> RECORDS FOR THE TASK
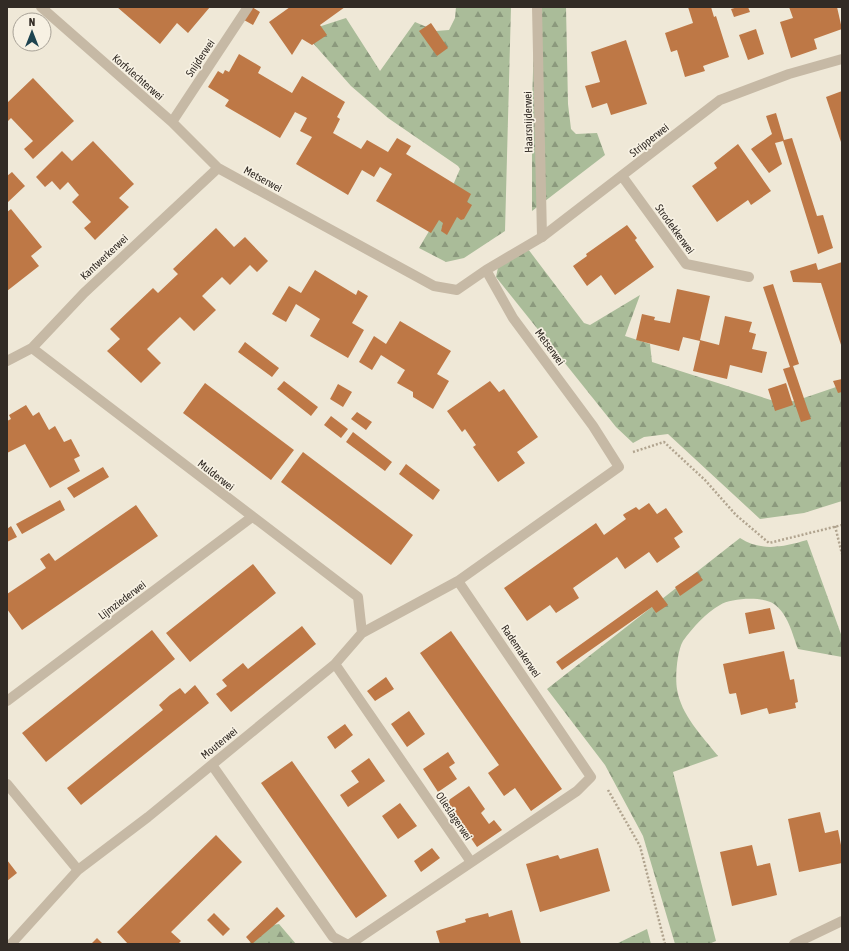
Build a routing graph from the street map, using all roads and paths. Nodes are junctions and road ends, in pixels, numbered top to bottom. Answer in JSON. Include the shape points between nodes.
{"nodes":[{"id":1,"x":41,"y":7,"type":"edge"},
{"id":2,"x":248,"y":7,"type":"edge"},
{"id":3,"x":537,"y":7,"type":"edge"},
{"id":4,"x":842,"y":59,"type":"edge"},
{"id":5,"x":172,"y":122,"type":"junction"},
{"id":6,"x":218,"y":168,"type":"junction"},
{"id":7,"x":622,"y":176,"type":"junction"},
{"id":8,"x":542,"y":237,"type":"junction"},
{"id":9,"x":486,"y":270,"type":"junction"},
{"id":10,"x":749,"y":277,"type":"dead end"},
{"id":11,"x":32,"y":348,"type":"junction"},
{"id":12,"x":7,"y":361,"type":"edge"},
{"id":13,"x":619,"y":467,"type":"junction"},
{"id":14,"x":252,"y":517,"type":"junction"},
{"id":15,"x":842,"y":524,"type":"edge"},
{"id":16,"x":835,"y":526,"type":"junction"},
{"id":17,"x":842,"y":554,"type":"edge"},
{"id":18,"x":458,"y":581,"type":"junction"},
{"id":19,"x":362,"y":633,"type":"junction"},
{"id":20,"x":335,"y":664,"type":"junction"},
{"id":21,"x":7,"y":701,"type":"edge"},
{"id":22,"x":212,"y":765,"type":"junction"},
{"id":23,"x":591,"y":776,"type":"junction"},
{"id":24,"x":7,"y":784,"type":"edge"},
{"id":25,"x":471,"y":862,"type":"junction"},
{"id":26,"x":78,"y":870,"type":"junction"},
{"id":27,"x":842,"y":921,"type":"edge"},
{"id":28,"x":811,"y":940,"type":"edge"},
{"id":29,"x":11,"y":944,"type":"edge"},
{"id":30,"x":346,"y":944,"type":"edge"},
{"id":31,"x":350,"y":944,"type":"edge"},
{"id":32,"x":665,"y":944,"type":"edge"},
{"id":33,"x":794,"y":944,"type":"edge"}],
"edges":[{"from":1,"to":5,"type":"street","name":"Korfvlechterwei"},
{"from":2,"to":5,"type":"street","name":"Snijderwei"},
{"from":3,"to":8,"type":"street","name":"Haarsnijderwei"},
{"from":4,"to":7,"type":"street","name":"Stripperwei","via":[[789,74],[720,100]]},
{"from":5,"to":6,"type":"street","name":"Korfvlechterwei"},
{"from":6,"to":9,"type":"street","name":"Metserwei","via":[[434,286],[457,290]]},
{"from":6,"to":11,"type":"street","name":"Kantwerkerwei","via":[[84,293]]},
{"from":7,"to":8,"type":"street","name":"Stripperwei"},
{"from":7,"to":10,"type":"street","name":"Strodekkerwei","via":[[686,264]]},
{"from":8,"to":9,"type":"street","name":"Stripperwei"},
{"from":9,"to":13,"type":"street","name":"Metserwei","via":[[513,318],[593,426]]},
{"from":11,"to":12,"type":"street","name":"Kantwerkerwei"},
{"from":11,"to":14,"type":"street","name":"Mulderwei"},
{"from":13,"to":16,"type":"path","via":[[629,453],[664,442],[705,480],[736,515],[769,543]]},
{"from":13,"to":18,"type":"street"},
{"from":14,"to":19,"type":"street","name":"Mulderwei","via":[[358,597]]},
{"from":14,"to":21,"type":"street","name":"Lijmziederwei"},
{"from":15,"to":16,"type":"path"},
{"from":16,"to":17,"type":"path"},
{"from":18,"to":19,"type":"street","name":"Mouterwei"},
{"from":18,"to":23,"type":"street","name":"Rademakerwei"},
{"from":19,"to":20,"type":"street","name":"Mouterwei"},
{"from":20,"to":22,"type":"street","name":"Mouterwei"},
{"from":20,"to":25,"type":"street","name":"Olieslagerwei"},
{"from":22,"to":26,"type":"street","name":"Mouterwei"},
{"from":22,"to":30,"type":"street","via":[[333,937]]},
{"from":23,"to":25,"type":"street","via":[[577,791]]},
{"from":23,"to":32,"type":"path","via":[[605,785],[640,846]]},
{"from":24,"to":26,"type":"street"},
{"from":25,"to":31,"type":"street"},
{"from":26,"to":29,"type":"street","name":"Mouterwei"},
{"from":27,"to":28,"type":"street"},
{"from":28,"to":33,"type":"street"}]}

> ASSIGNMENT
Leave out the pictures and reproduce the rest of the records exactly.

> SOLUTION TO THIS EXERCISE
Build a routing graph from the street map, using all roads and paths. Nodes are junctions and road ends, in pixels, numbered top to bottom. Answer in JSON. Include the shape points between nodes.
{"nodes":[{"id":1,"x":41,"y":7,"type":"edge"},
{"id":2,"x":248,"y":7,"type":"edge"},
{"id":3,"x":537,"y":7,"type":"edge"},
{"id":4,"x":842,"y":59,"type":"edge"},
{"id":5,"x":172,"y":122,"type":"junction"},
{"id":6,"x":218,"y":168,"type":"junction"},
{"id":7,"x":622,"y":176,"type":"junction"},
{"id":8,"x":542,"y":237,"type":"junction"},
{"id":9,"x":486,"y":270,"type":"junction"},
{"id":10,"x":749,"y":277,"type":"dead end"},
{"id":11,"x":32,"y":348,"type":"junction"},
{"id":12,"x":7,"y":361,"type":"edge"},
{"id":13,"x":619,"y":467,"type":"junction"},
{"id":14,"x":252,"y":517,"type":"junction"},
{"id":15,"x":842,"y":524,"type":"edge"},
{"id":16,"x":835,"y":526,"type":"junction"},
{"id":17,"x":842,"y":554,"type":"edge"},
{"id":18,"x":458,"y":581,"type":"junction"},
{"id":19,"x":362,"y":633,"type":"junction"},
{"id":20,"x":335,"y":664,"type":"junction"},
{"id":21,"x":7,"y":701,"type":"edge"},
{"id":22,"x":212,"y":765,"type":"junction"},
{"id":23,"x":591,"y":776,"type":"junction"},
{"id":24,"x":7,"y":784,"type":"edge"},
{"id":25,"x":471,"y":862,"type":"junction"},
{"id":26,"x":78,"y":870,"type":"junction"},
{"id":27,"x":842,"y":921,"type":"edge"},
{"id":28,"x":811,"y":940,"type":"edge"},
{"id":29,"x":11,"y":944,"type":"edge"},
{"id":30,"x":346,"y":944,"type":"edge"},
{"id":31,"x":350,"y":944,"type":"edge"},
{"id":32,"x":665,"y":944,"type":"edge"},
{"id":33,"x":794,"y":944,"type":"edge"}],
"edges":[{"from":1,"to":5,"type":"street","name":"Korfvlechterwei"},
{"from":2,"to":5,"type":"street","name":"Snijderwei"},
{"from":3,"to":8,"type":"street","name":"Haarsnijderwei"},
{"from":4,"to":7,"type":"street","name":"Stripperwei","via":[[789,74],[720,100]]},
{"from":5,"to":6,"type":"street","name":"Korfvlechterwei"},
{"from":6,"to":9,"type":"street","name":"Metserwei","via":[[434,286],[457,290]]},
{"from":6,"to":11,"type":"street","name":"Kantwerkerwei","via":[[84,293]]},
{"from":7,"to":8,"type":"street","name":"Stripperwei"},
{"from":7,"to":10,"type":"street","name":"Strodekkerwei","via":[[686,264]]},
{"from":8,"to":9,"type":"street","name":"Stripperwei"},
{"from":9,"to":13,"type":"street","name":"Metserwei","via":[[513,318],[593,426]]},
{"from":11,"to":12,"type":"street","name":"Kantwerkerwei"},
{"from":11,"to":14,"type":"street","name":"Mulderwei"},
{"from":13,"to":16,"type":"path","via":[[629,453],[664,442],[705,480],[736,515],[769,543]]},
{"from":13,"to":18,"type":"street"},
{"from":14,"to":19,"type":"street","name":"Mulderwei","via":[[358,597]]},
{"from":14,"to":21,"type":"street","name":"Lijmziederwei"},
{"from":15,"to":16,"type":"path"},
{"from":16,"to":17,"type":"path"},
{"from":18,"to":19,"type":"street","name":"Mouterwei"},
{"from":18,"to":23,"type":"street","name":"Rademakerwei"},
{"from":19,"to":20,"type":"street","name":"Mouterwei"},
{"from":20,"to":22,"type":"street","name":"Mouterwei"},
{"from":20,"to":25,"type":"street","name":"Olieslagerwei"},
{"from":22,"to":26,"type":"street","name":"Mouterwei"},
{"from":22,"to":30,"type":"street","via":[[333,937]]},
{"from":23,"to":25,"type":"street","via":[[577,791]]},
{"from":23,"to":32,"type":"path","via":[[605,785],[640,846]]},
{"from":24,"to":26,"type":"street"},
{"from":25,"to":31,"type":"street"},
{"from":26,"to":29,"type":"street","name":"Mouterwei"},
{"from":27,"to":28,"type":"street"},
{"from":28,"to":33,"type":"street"}]}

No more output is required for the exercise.